More critically, funding for boat trips taken by LUMCON to do hypoxia research in the Gulf is threatened. The boat trips cost $7,000 a day, according to Turner.

"It’s expensive to operate," he said. "As the budget goes down, when will it stop?"

Doug Daigle, also with the School of the Coast and Environment, emphasized the importance of LUMCON’s research boat trips.

"We’re trying to coordinate the hypoxia study," Daigle said, "but if you can’t get a boat out there, you can’t know how big it is. It’s of concern to coastal parishes."

The dead zone in the Gulf is caused mainly by excessive amounts of nutrients flowing into the Gulf out of the Mississippi and Atchafalaya rivers. Most of the nutrients enter the Mississppi River through runoff coming from fertilizers used on farms in the Midwest.

Northwesterly winds push the nutrients as far as the Texas coast. The nutrients promote the growth of algae and plankton, which consume oxygen when they die and decompose.

Most fish swim away from the oxygen-depleted water, but bottom-dwellers, like crabs, have difficulty moving elsewhere.

The Mississippi and Atchafalaya rivers account for more than 95 percent of the nitrogen and phosphorous where the low levels of oxygen occur in the Gulf.

"The river system is the driver," said LUMCON Director Nancy Rabalais.

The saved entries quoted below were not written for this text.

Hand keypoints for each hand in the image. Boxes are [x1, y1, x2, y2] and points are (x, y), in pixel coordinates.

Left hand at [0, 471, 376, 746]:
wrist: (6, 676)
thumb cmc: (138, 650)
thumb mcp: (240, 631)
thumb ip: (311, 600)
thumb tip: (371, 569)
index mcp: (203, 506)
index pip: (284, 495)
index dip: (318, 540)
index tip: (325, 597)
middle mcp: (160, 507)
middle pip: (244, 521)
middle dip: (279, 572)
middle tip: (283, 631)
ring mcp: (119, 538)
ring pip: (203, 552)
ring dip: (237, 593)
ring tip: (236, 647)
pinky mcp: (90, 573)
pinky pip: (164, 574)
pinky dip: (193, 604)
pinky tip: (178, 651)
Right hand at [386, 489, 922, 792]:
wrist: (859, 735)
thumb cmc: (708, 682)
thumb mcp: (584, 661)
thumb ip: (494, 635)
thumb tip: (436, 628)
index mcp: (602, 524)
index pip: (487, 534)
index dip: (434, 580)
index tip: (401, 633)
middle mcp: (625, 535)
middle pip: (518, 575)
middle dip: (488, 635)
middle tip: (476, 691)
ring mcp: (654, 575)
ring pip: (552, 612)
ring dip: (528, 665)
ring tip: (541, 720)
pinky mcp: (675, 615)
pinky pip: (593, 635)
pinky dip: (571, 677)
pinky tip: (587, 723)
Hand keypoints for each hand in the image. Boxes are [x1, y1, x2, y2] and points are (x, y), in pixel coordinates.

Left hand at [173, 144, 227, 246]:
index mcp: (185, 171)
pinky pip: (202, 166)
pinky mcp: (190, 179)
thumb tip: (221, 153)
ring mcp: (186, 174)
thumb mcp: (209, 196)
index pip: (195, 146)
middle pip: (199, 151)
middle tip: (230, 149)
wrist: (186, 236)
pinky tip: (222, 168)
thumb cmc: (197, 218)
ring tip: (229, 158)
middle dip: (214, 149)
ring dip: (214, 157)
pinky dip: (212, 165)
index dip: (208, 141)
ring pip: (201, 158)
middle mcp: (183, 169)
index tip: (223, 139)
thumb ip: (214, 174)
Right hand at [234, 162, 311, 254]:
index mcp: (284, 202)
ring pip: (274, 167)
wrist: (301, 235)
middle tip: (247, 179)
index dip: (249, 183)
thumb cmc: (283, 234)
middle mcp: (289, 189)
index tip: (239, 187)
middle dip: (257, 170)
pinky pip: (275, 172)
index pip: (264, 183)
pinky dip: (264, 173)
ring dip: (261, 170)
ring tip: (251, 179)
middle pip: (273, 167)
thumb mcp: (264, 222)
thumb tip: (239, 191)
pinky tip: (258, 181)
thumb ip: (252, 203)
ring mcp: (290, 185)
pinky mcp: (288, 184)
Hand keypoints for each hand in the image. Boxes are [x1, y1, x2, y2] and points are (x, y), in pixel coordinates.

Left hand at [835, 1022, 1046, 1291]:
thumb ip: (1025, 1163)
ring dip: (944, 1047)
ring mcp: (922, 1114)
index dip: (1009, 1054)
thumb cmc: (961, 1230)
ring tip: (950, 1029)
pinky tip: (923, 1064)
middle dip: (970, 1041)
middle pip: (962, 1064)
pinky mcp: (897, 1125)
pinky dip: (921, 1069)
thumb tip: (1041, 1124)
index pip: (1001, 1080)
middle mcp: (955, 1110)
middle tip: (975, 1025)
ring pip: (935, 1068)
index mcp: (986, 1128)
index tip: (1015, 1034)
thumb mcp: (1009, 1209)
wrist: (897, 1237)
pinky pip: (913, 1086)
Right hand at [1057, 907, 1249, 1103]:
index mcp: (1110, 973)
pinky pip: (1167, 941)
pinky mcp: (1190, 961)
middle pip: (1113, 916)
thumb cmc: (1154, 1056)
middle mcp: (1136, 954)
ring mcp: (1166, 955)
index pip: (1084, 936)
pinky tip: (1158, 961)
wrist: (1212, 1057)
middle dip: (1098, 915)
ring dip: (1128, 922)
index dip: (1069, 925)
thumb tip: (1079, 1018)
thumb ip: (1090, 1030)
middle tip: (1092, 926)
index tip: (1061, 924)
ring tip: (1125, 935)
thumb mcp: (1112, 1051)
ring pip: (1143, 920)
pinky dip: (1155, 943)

"Every month we go off the Terrebonne Parish coast to measure the dead zone (in either the Pelican or the smaller Acadian)," she said. "Everything requires getting out on the water."

LUMCON also maintains heavily-used oxygen-measuring devices in Terrebonne Bay.

"We wanted $20 million," Rabalais said about recent efforts to receive federal funding. "Congress had only $10 million. Last year we had a 20 percent cut in hypoxia research. We absorbed it. If it’s cut this year again, we won’t be able to do what we’ve been doing."

"The dead zone in the Gulf is the poster child for this in the U.S. and internationally," she said. "There’s a lack of funding for research and technology overall. It’s not good for a country that’s supposed to be a leader. The president wanted to improve ocean literacy, so that wouldn’t have a chance either."

Rabalais said LUMCON studies harmful algal blooms and other environmental stressors. The Harmful Algal Bloom and Hypoxia Research and Control Act of 1998 was expanded by Congress in 2004, mandating an Interagency Task Force assessment on the causes and consequences of hypoxia in U.S. coastal waters every five years.

The oxygen depletion in the Gulf dead zone is getting worse because nitrogen levels in the Mississippi River are increasing, Turner and Rabalais said.

"The longer we wait, the harder it will be to reverse," Turner said.

The next step for LUMCON is to study the excess-nutrient problem farther up the Mississppi River, but the institute does not have the funding to conduct that research.

"We have to cut down on nitrogen in the watershed," Turner said. "The state has not been involved. If the state doesn’t do something, then other states will say, ‘Well, Louisiana‘s not doing anything.’ Federal money is our only lifeline."